September 20, 2016

The Process of Design

Call me a dinosaur, but I am at a point in my life and career where I’m not as influenced by the latest trends.

Don’t get me wrong- as one of my icons, Neil Young once mused, “It is better to burn out than to fade away.” I don’t want to be left in the past so I keep one eye trained on the future while continuing to do quality and innovative work. Technology is one trend that is worth paying attention to, especially how it influences our industry and what we do on a daily basis.
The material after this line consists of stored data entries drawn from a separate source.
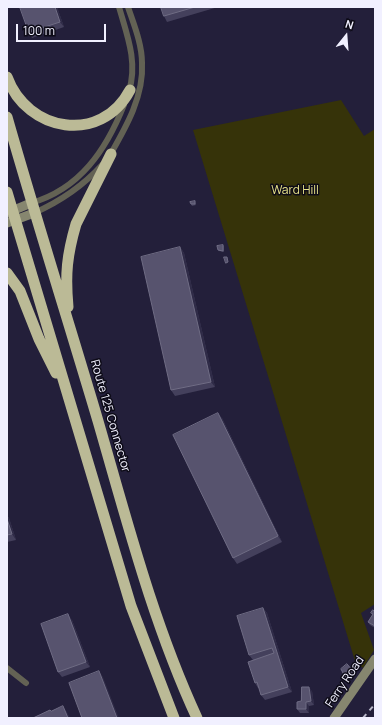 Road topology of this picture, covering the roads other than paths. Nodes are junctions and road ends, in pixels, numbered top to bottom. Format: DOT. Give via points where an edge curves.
graph roads {
  1 [pos="119,7"];
  2 [pos="128,7"];
  3 [pos="7,76"];
  4 [pos="130,90"];
  5 [pos="7,118"];
  6 [pos="111,154"];
  7 [pos="7,192"];
  8 [pos="33,208"];
  9 [pos="10,216"];
  10 [pos="7,273"];
  11 [pos="70,325"];
  12 [pos="68,396"];
  13 [pos="375,659"];
  14 [pos="7,668"];
  15 [pos="26,683"];
  16 [pos="174,718"];
  17 [pos="198,718"];
  18 [pos="334,718"];
  1 -- 4 [label="street" via="133,58"];
  2 -- 6 [label="street" via="140,46 141,79 134,108"];
  3 -- 4 [label="highway" via="13,91 28,109 52,123 66,126 86,124 104,118 118,107"];
  4 -- 8 [label="street" via="107,142 88,169 60,192"];
  5 -- 8 [label="highway, Route 125 Connector"];
  6 -- 8 [label="street" via="75,192 60,201"];
  6 -- 11 [label="highway" via="76,224 69,250 66,279"];
  7 -- 9 [label="highway"];
  8 -- 9 [label="street"];
  8 -- 11 [label="highway, Route 125 Connector"];
  9 -- 12 [label="highway"];
  10 -- 12 [label="highway" via="20,291 39,340"];
  11 -- 17 [label="highway, Route 125 Connector" via="150,593 167,645"];
  12 -- 16 [label="highway" via="131,606"];
  13 -- 18 [label="street, Ferry Road"];
  14 -- 15 [label="street"];
} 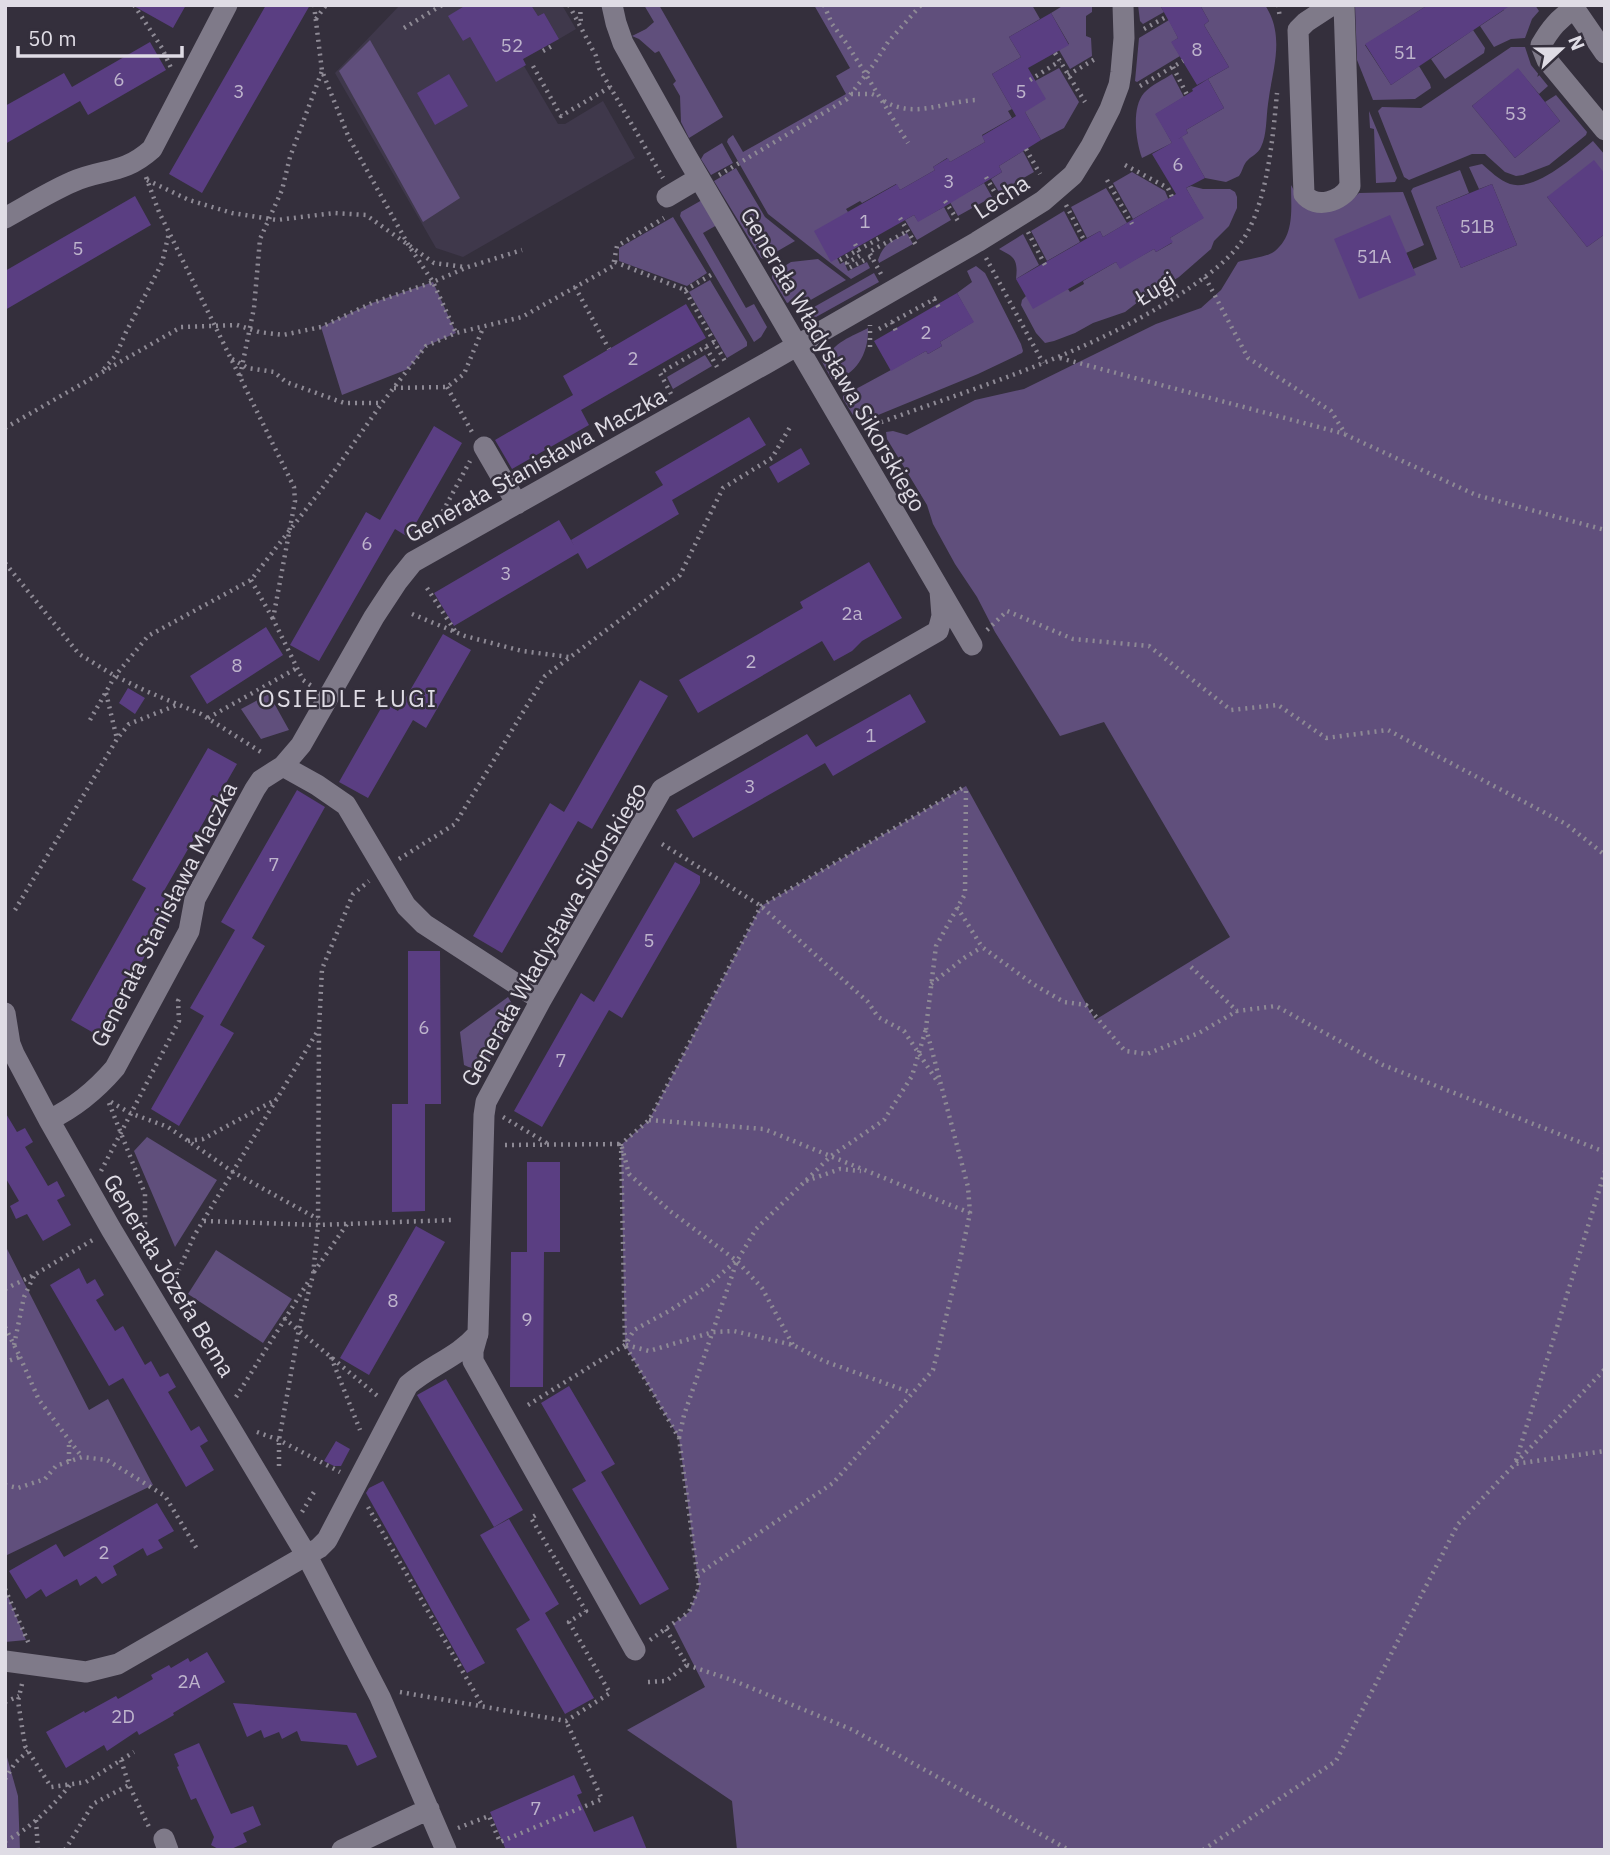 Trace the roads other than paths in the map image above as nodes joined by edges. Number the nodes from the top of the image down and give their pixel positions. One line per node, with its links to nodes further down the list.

One of the aspects most affected by the evolution and changes in our industry is the precise art of sketching. As an architect, I don’t know how we can do what we do in our profession without being able to quickly sketch and communicate ideas to our clients, consultants, and co-workers to our co-workers, consultants and clients.
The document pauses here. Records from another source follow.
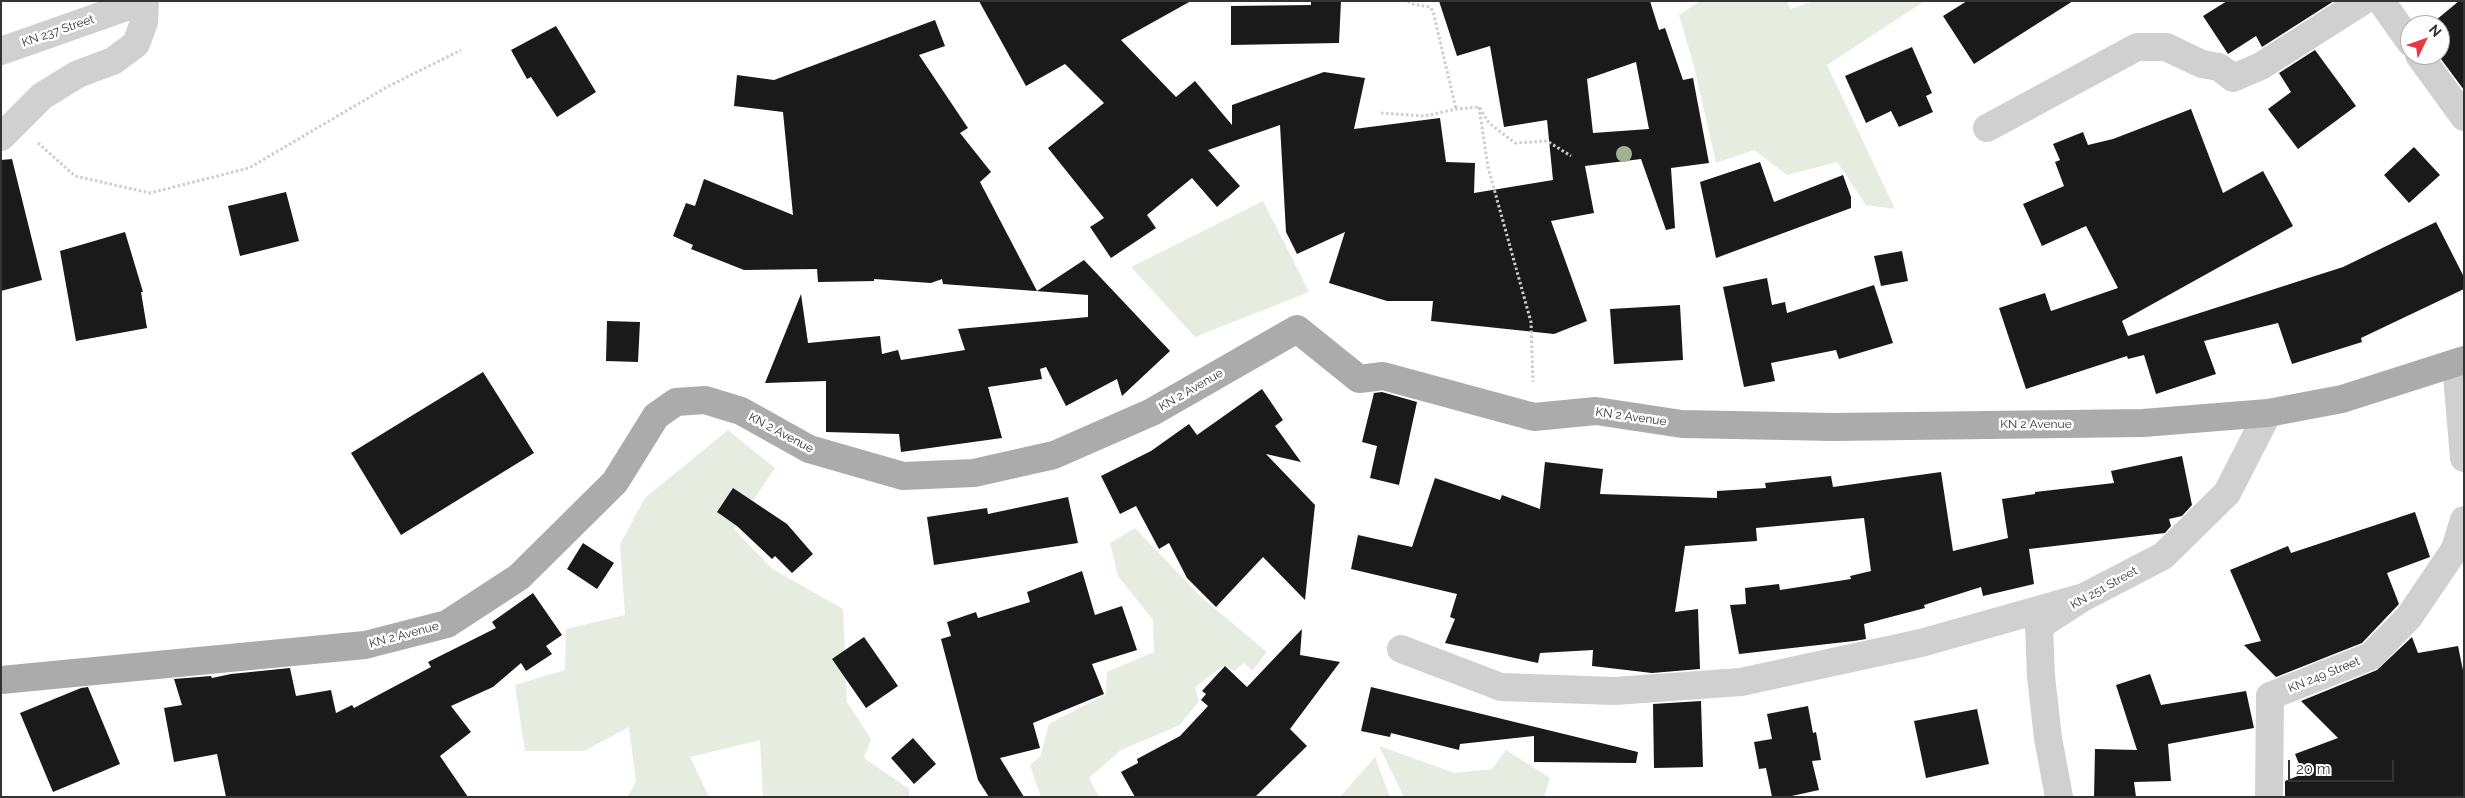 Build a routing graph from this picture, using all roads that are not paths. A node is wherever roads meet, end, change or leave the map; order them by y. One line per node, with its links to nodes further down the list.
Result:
1 (144, 1): 5 (street, KN 237 Street); 9 (street)
2 (2363, 1): 8 (street)
3 (2381, 1): 4 (street)
4 (2400, 28)
5 (1, 51)
6 (2426, 65): 7 (street)
7 (2464, 117)
8 (1987, 128)
9 (8, 130)
10 (2460, 362): 11 (main road, KN 2 Avenue); 12 (street)
11 (2268, 413): 14 (street, KN 251 Street); 16 (main road, KN 2 Avenue)
12 (2464, 458)
13 (2464, 520): 18 (street, KN 249 Street)
14 (2084, 596): 15 (street); 17 (street, KN 251 Street)
15 (1402, 649)
16 (1, 680)
17 (2059, 797)
18 (2269, 797)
In this day in age, most of our young college grads are mind-melded to their REVIT software.  As professionals, we still need to be able to get ideas down quickly, accurately and in any situation. For those who know me, you will always see me carrying a ream of recycled paper and my favorite felt tip pen. Yes, I realize just how unsexy and unglamorous that may seem to my young coworkers- but this is where the epiphanies happen, this is where the art is occurring, and yes, this is where the details happen. It is so clean and unfiltered. It is honest with no room for lies. It is like the difference between your favorite Northwestern IPA and a Bud Lite. It is like the difference between an old vinyl LP of your favorite song or album and a digital download. It is like the difference between hooking a wild steelhead and a hatchery trout.

You get the picture. There is just this layer of richness that is all part of the design process that is otherwise lost in the world of computer software. Sketching feeds that creative edginess. It is so in the moment and more uninhibited than looking at a computer screen. It is that singular bit of art in what we do, those spur-of-the-moment “ah-ha” ideas.
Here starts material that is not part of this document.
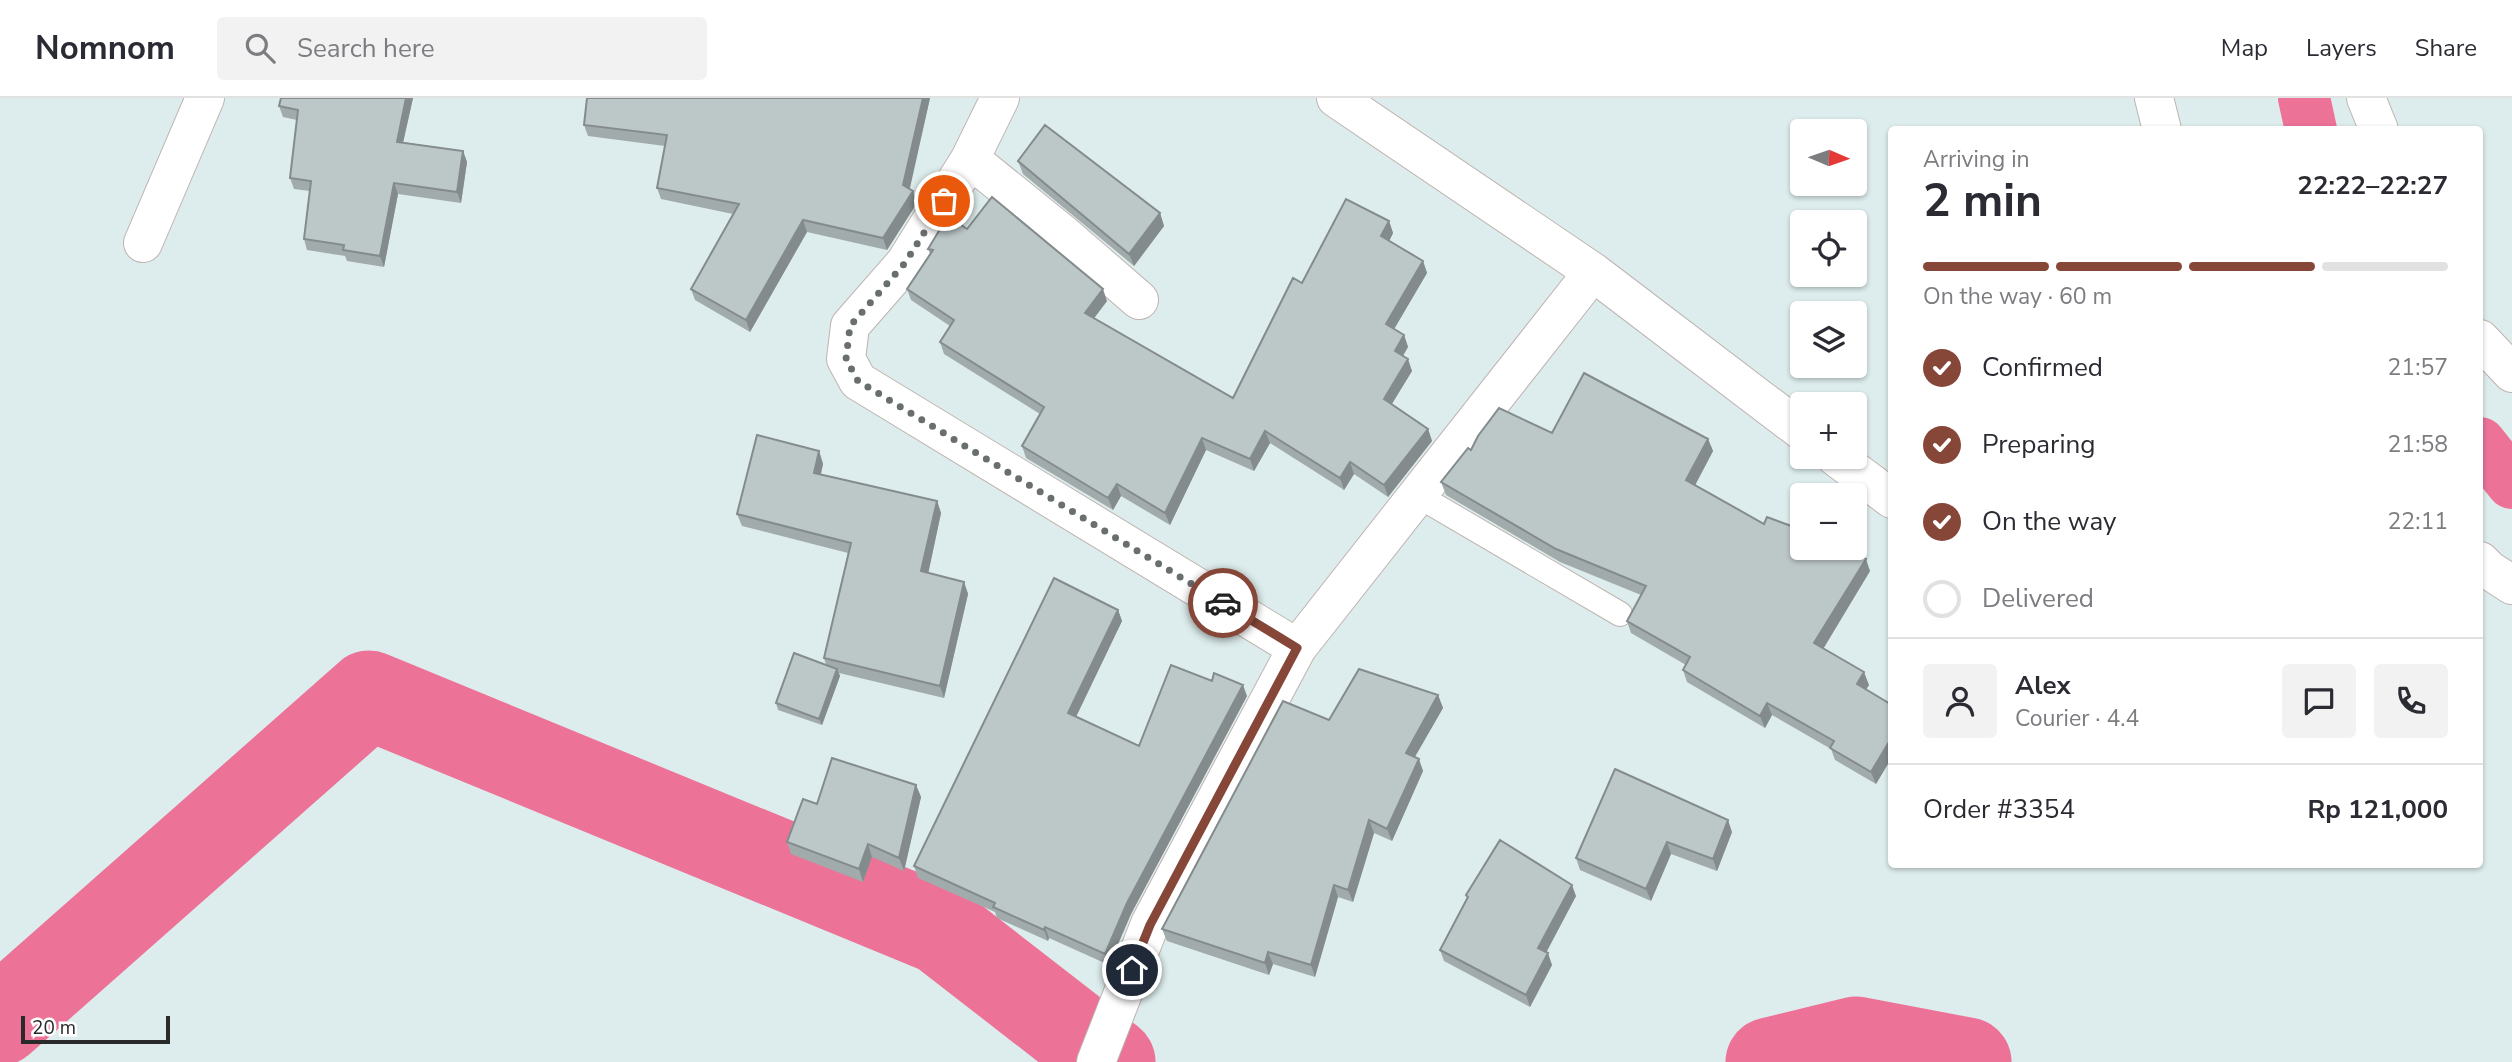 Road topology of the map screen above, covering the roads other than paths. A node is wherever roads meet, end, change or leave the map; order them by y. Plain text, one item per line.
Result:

Look, I am old enough to have seen trends in the design industry come and go. I am just dangerous enough with technology to know what works for me and what doesn’t. I am now experimenting with sketchy software that allows me to draw right on my screen with a stylist. This is okay, and I am not asking everyone to get rid of REVIT because it is an amazing tool, but when I first started in this profession back in the Paleozoic Period, we were still drafting on mylar with plastic lead. We still created beautiful renderings with pen and ink or watercolor. We built physical models that seemed like they took a lifetime to build. Then AutoCAD showed up and people were saying how it would revolutionize how we designed buildings. We quickly transitioned into 3-D computer rendering and then came REVIT. Now we are making videos, flying drones and stretching technology to convey our three-dimensional ideas to our clients in ways never imagined even a decade ago. Technology is a wonderful thing, but through all this retraining, through all this relearning, the one thing for me that has remained constant and unchanging is the ability to clearly, and quickly and accurately convey my ideas through a sketch. The beauty of architecture, our staff and our work is that these ideas- a classic drawing and life-like rendering – make for an in-depth and artistic design process.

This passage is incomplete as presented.